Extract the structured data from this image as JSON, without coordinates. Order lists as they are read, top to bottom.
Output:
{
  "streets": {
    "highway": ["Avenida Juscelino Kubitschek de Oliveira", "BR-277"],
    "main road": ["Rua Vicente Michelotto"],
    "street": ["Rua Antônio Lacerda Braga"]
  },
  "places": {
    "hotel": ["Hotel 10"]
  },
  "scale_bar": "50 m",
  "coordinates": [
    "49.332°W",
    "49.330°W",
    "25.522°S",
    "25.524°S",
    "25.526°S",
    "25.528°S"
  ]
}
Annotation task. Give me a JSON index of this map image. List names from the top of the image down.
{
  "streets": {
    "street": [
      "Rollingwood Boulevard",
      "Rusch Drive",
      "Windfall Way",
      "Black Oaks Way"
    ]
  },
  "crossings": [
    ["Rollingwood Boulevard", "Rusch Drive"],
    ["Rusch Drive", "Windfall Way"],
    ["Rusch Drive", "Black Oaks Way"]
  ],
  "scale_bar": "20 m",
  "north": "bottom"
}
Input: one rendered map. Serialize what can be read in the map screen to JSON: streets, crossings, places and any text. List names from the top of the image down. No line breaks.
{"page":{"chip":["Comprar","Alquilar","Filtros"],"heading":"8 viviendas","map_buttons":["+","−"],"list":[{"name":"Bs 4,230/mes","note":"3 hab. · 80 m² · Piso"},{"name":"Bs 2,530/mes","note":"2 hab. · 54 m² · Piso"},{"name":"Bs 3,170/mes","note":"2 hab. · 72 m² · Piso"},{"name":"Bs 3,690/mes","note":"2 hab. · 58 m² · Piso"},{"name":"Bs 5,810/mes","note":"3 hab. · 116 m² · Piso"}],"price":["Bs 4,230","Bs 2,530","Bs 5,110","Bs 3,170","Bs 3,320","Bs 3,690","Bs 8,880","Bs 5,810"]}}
- - - - - - -
» **Work instruction**:
Would you transcribe the listing word for word?

» **Response area**:
Extract the structured data from this image as JSON, without coordinates. Order lists as they are read, top to bottom.
Output:
{
  "streets": {
    "highway": ["Avenida Juscelino Kubitschek de Oliveira", "BR-277"],
    "main road": ["Rua Vicente Michelotto"],
    "street": ["Rua Antônio Lacerda Braga"]
  },
  "places": {
    "hotel": ["Hotel 10"]
  },
  "scale_bar": "50 m",
  "coordinates": [
    "49.332°W",
    "49.330°W",
    "25.522°S",
    "25.524°S",
    "25.526°S",
    "25.528°S"
  ]
}
Annotation task. Give me a JSON index of this map image. List names from the top of the image down.
{
  "streets": {
    "street": [
      "Rollingwood Boulevard",
      "Rusch Drive",
      "Windfall Way",
      "Black Oaks Way"
    ]
  },
  "crossings": [
    ["Rollingwood Boulevard", "Rusch Drive"],
    ["Rusch Drive", "Windfall Way"],
    ["Rusch Drive", "Black Oaks Way"]
  ],
  "scale_bar": "20 m",
  "north": "bottom"
}
Input: one rendered map. Serialize what can be read in the map screen to JSON: streets, crossings, places and any text. List names from the top of the image down. No line breaks.
{"page":{"chip":["Comprar","Alquilar","Filtros"],"heading":"8 viviendas","map_buttons":["+","−"],"list":[{"name":"Bs 4,230/mes","note":"3 hab. · 80 m² · Piso"},{"name":"Bs 2,530/mes","note":"2 hab. · 54 m² · Piso"},{"name":"Bs 3,170/mes","note":"2 hab. · 72 m² · Piso"},{"name":"Bs 3,690/mes","note":"2 hab. · 58 m² · Piso"},{"name":"Bs 5,810/mes","note":"3 hab. · 116 m² · Piso"}],"price":["Bs 4,230","Bs 2,530","Bs 5,110","Bs 3,170","Bs 3,320","Bs 3,690","Bs 8,880","Bs 5,810"]}}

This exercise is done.